PROVIDED RECORDS section start

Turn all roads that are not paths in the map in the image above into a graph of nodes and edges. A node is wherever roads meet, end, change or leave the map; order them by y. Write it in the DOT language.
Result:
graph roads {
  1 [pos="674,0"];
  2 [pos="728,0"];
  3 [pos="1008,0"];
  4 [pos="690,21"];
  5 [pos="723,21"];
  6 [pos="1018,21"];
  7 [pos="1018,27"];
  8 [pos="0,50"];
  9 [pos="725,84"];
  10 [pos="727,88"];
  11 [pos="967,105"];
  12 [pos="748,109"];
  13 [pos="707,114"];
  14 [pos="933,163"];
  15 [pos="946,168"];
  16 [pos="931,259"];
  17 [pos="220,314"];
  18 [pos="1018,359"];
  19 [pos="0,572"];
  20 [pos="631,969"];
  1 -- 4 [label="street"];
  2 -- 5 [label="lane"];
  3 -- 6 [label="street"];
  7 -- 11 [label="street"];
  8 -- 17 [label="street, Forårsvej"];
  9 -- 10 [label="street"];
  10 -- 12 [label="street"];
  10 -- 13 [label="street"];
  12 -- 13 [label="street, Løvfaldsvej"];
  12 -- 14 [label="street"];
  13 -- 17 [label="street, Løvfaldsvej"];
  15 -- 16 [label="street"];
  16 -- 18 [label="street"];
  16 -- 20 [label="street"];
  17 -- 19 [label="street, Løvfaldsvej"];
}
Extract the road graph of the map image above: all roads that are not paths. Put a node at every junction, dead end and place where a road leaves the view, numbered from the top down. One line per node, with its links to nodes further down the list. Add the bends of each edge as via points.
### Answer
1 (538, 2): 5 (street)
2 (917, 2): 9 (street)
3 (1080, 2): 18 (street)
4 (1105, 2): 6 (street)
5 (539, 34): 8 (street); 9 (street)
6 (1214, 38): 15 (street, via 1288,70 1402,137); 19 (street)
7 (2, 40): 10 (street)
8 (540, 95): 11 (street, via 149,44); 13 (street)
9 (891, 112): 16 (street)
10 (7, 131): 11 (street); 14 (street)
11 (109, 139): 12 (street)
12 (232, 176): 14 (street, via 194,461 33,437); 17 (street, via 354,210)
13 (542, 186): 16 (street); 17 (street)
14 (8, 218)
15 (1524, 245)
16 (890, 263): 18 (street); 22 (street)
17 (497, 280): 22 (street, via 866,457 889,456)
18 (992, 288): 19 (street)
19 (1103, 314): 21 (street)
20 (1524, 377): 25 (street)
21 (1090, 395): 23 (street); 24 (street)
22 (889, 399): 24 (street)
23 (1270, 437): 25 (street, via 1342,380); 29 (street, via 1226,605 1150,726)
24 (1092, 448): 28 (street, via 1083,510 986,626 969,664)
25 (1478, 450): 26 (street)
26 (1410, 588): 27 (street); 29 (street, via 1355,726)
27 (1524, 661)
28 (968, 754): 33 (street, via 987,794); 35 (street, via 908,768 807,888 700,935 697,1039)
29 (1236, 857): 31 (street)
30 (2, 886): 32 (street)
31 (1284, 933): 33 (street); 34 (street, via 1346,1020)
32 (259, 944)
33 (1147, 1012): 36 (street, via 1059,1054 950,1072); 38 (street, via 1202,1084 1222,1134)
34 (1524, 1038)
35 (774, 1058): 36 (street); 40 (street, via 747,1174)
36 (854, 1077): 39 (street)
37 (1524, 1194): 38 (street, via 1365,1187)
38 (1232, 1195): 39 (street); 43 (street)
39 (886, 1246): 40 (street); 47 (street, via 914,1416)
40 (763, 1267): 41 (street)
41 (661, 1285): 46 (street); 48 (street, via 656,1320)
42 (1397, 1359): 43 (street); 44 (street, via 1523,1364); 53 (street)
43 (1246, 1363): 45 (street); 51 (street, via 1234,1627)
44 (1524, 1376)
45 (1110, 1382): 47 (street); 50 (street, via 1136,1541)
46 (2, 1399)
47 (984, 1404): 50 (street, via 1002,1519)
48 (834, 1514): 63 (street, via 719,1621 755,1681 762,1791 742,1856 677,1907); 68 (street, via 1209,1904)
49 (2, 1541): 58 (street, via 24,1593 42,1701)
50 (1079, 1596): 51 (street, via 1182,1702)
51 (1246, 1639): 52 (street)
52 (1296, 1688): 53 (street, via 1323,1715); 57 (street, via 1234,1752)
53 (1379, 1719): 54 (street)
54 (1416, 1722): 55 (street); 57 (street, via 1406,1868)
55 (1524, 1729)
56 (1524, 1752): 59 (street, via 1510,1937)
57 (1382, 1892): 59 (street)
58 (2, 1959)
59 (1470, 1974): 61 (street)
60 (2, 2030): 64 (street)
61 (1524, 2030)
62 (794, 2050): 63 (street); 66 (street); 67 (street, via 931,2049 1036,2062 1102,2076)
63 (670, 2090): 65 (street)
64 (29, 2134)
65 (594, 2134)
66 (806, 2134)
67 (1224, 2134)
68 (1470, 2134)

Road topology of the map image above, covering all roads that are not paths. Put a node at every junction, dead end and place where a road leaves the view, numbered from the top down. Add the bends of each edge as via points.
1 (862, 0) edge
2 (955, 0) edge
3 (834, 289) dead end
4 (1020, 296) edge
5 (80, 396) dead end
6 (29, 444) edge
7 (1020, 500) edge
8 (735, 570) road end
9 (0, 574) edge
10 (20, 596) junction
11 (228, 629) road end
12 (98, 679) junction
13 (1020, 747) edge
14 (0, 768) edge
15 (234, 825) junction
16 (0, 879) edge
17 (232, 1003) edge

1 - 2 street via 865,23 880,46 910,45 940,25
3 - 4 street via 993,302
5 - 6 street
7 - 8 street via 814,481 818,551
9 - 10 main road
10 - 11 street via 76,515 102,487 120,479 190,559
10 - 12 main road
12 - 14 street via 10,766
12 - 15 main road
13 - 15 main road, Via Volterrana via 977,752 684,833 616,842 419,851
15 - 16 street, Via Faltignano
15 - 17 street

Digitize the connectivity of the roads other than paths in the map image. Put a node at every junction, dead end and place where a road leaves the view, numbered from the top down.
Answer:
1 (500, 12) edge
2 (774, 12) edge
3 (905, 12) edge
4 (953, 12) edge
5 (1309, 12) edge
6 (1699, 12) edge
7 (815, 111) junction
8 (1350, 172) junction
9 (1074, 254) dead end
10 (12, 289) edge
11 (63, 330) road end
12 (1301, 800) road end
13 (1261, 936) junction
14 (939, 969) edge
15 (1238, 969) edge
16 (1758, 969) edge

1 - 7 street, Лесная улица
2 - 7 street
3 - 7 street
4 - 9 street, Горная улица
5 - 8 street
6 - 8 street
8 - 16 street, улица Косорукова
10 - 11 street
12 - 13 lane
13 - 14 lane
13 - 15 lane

PROVIDED RECORDS section end

PROBLEM REQUIREMENTS: Reprint the entries above in full, exactly as they are.

ANSWER:
Turn all roads that are not paths in the map in the image above into a graph of nodes and edges. A node is wherever roads meet, end, change or leave the map; order them by y. Write it in the DOT language.
Result:
graph roads {
  1 [pos="674,0"];
  2 [pos="728,0"];
  3 [pos="1008,0"];
  4 [pos="690,21"];
  5 [pos="723,21"];
  6 [pos="1018,21"];
  7 [pos="1018,27"];
  8 [pos="0,50"];
  9 [pos="725,84"];
  10 [pos="727,88"];
  11 [pos="967,105"];
  12 [pos="748,109"];
  13 [pos="707,114"];
  14 [pos="933,163"];
  15 [pos="946,168"];
  16 [pos="931,259"];
  17 [pos="220,314"];
  18 [pos="1018,359"];
  19 [pos="0,572"];
  20 [pos="631,969"];
  1 -- 4 [label="street"];
  2 -- 5 [label="lane"];
  3 -- 6 [label="street"];
  7 -- 11 [label="street"];
  8 -- 17 [label="street, Forårsvej"];
  9 -- 10 [label="street"];
  10 -- 12 [label="street"];
  10 -- 13 [label="street"];
  12 -- 13 [label="street, Løvfaldsvej"];
  12 -- 14 [label="street"];
  13 -- 17 [label="street, Løvfaldsvej"];
  15 -- 16 [label="street"];
  16 -- 18 [label="street"];
  16 -- 20 [label="street"];
  17 -- 19 [label="street, Løvfaldsvej"];
}
Extract the road graph of the map image above: all roads that are not paths. Put a node at every junction, dead end and place where a road leaves the view, numbered from the top down. One line per node, with its links to nodes further down the list. Add the bends of each edge as via points.
### Answer
1 (538, 2): 5 (street)
2 (917, 2): 9 (street)
3 (1080, 2): 18 (street)
4 (1105, 2): 6 (street)
5 (539, 34): 8 (street); 9 (street)
6 (1214, 38): 15 (street, via 1288,70 1402,137); 19 (street)
7 (2, 40): 10 (street)
8 (540, 95): 11 (street, via 149,44); 13 (street)
9 (891, 112): 16 (street)
10 (7, 131): 11 (street); 14 (street)
11 (109, 139): 12 (street)
12 (232, 176): 14 (street, via 194,461 33,437); 17 (street, via 354,210)
13 (542, 186): 16 (street); 17 (street)
14 (8, 218)
15 (1524, 245)
16 (890, 263): 18 (street); 22 (street)
17 (497, 280): 22 (street, via 866,457 889,456)
18 (992, 288): 19 (street)
19 (1103, 314): 21 (street)
20 (1524, 377): 25 (street)
21 (1090, 395): 23 (street); 24 (street)
22 (889, 399): 24 (street)
23 (1270, 437): 25 (street, via 1342,380); 29 (street, via 1226,605 1150,726)
24 (1092, 448): 28 (street, via 1083,510 986,626 969,664)
25 (1478, 450): 26 (street)
26 (1410, 588): 27 (street); 29 (street, via 1355,726)
27 (1524, 661)
28 (968, 754): 33 (street, via 987,794); 35 (street, via 908,768 807,888 700,935 697,1039)
29 (1236, 857): 31 (street)
30 (2, 886): 32 (street)
31 (1284, 933): 33 (street); 34 (street, via 1346,1020)
32 (259, 944)
33 (1147, 1012): 36 (street, via 1059,1054 950,1072); 38 (street, via 1202,1084 1222,1134)
34 (1524, 1038)
35 (774, 1058): 36 (street); 40 (street, via 747,1174)
36 (854, 1077): 39 (street)
37 (1524, 1194): 38 (street, via 1365,1187)
38 (1232, 1195): 39 (street); 43 (street)
39 (886, 1246): 40 (street); 47 (street, via 914,1416)
40 (763, 1267): 41 (street)
41 (661, 1285): 46 (street); 48 (street, via 656,1320)
42 (1397, 1359): 43 (street); 44 (street, via 1523,1364); 53 (street)
43 (1246, 1363): 45 (street); 51 (street, via 1234,1627)
44 (1524, 1376)
45 (1110, 1382): 47 (street); 50 (street, via 1136,1541)
46 (2, 1399)
47 (984, 1404): 50 (street, via 1002,1519)
48 (834, 1514): 63 (street, via 719,1621 755,1681 762,1791 742,1856 677,1907); 68 (street, via 1209,1904)
49 (2, 1541): 58 (street, via 24,1593 42,1701)
50 (1079, 1596): 51 (street, via 1182,1702)
51 (1246, 1639): 52 (street)
52 (1296, 1688): 53 (street, via 1323,1715); 57 (street, via 1234,1752)
53 (1379, 1719): 54 (street)
54 (1416, 1722): 55 (street); 57 (street, via 1406,1868)
55 (1524, 1729)
56 (1524, 1752): 59 (street, via 1510,1937)
57 (1382, 1892): 59 (street)
58 (2, 1959)
59 (1470, 1974): 61 (street)
60 (2, 2030): 64 (street)
61 (1524, 2030)
62 (794, 2050): 63 (street); 66 (street); 67 (street, via 931,2049 1036,2062 1102,2076)
63 (670, 2090): 65 (street)
64 (29, 2134)
65 (594, 2134)
66 (806, 2134)
67 (1224, 2134)
68 (1470, 2134)

Road topology of the map image above, covering all roads that are not paths. Put a node at every junction, dead end and place where a road leaves the view, numbered from the top down. Add the bends of each edge as via points.
1 (862, 0) edge
2 (955, 0) edge
3 (834, 289) dead end
4 (1020, 296) edge
5 (80, 396) dead end
6 (29, 444) edge
7 (1020, 500) edge
8 (735, 570) road end
9 (0, 574) edge
10 (20, 596) junction
11 (228, 629) road end
12 (98, 679) junction
13 (1020, 747) edge
14 (0, 768) edge
15 (234, 825) junction
16 (0, 879) edge
17 (232, 1003) edge

1 - 2 street via 865,23 880,46 910,45 940,25
3 - 4 street via 993,302
5 - 6 street
7 - 8 street via 814,481 818,551
9 - 10 main road
10 - 11 street via 76,515 102,487 120,479 190,559
10 - 12 main road
12 - 14 street via 10,766
12 - 15 main road
13 - 15 main road, Via Volterrana via 977,752 684,833 616,842 419,851
15 - 16 street, Via Faltignano
15 - 17 street

Digitize the connectivity of the roads other than paths in the map image. Put a node at every junction, dead end and place where a road leaves the view, numbered from the top down.
Answer:
1 (500, 12) edge
2 (774, 12) edge
3 (905, 12) edge
4 (953, 12) edge
5 (1309, 12) edge
6 (1699, 12) edge
7 (815, 111) junction
8 (1350, 172) junction
9 (1074, 254) dead end
10 (12, 289) edge
11 (63, 330) road end
12 (1301, 800) road end
13 (1261, 936) junction
14 (939, 969) edge
15 (1238, 969) edge
16 (1758, 969) edge

1 - 7 street, Лесная улица
2 - 7 street
3 - 7 street
4 - 9 street, Горная улица
5 - 8 street
6 - 8 street
8 - 16 street, улица Косорукова
10 - 11 street
12 - 13 lane
13 - 14 lane
13 - 15 lane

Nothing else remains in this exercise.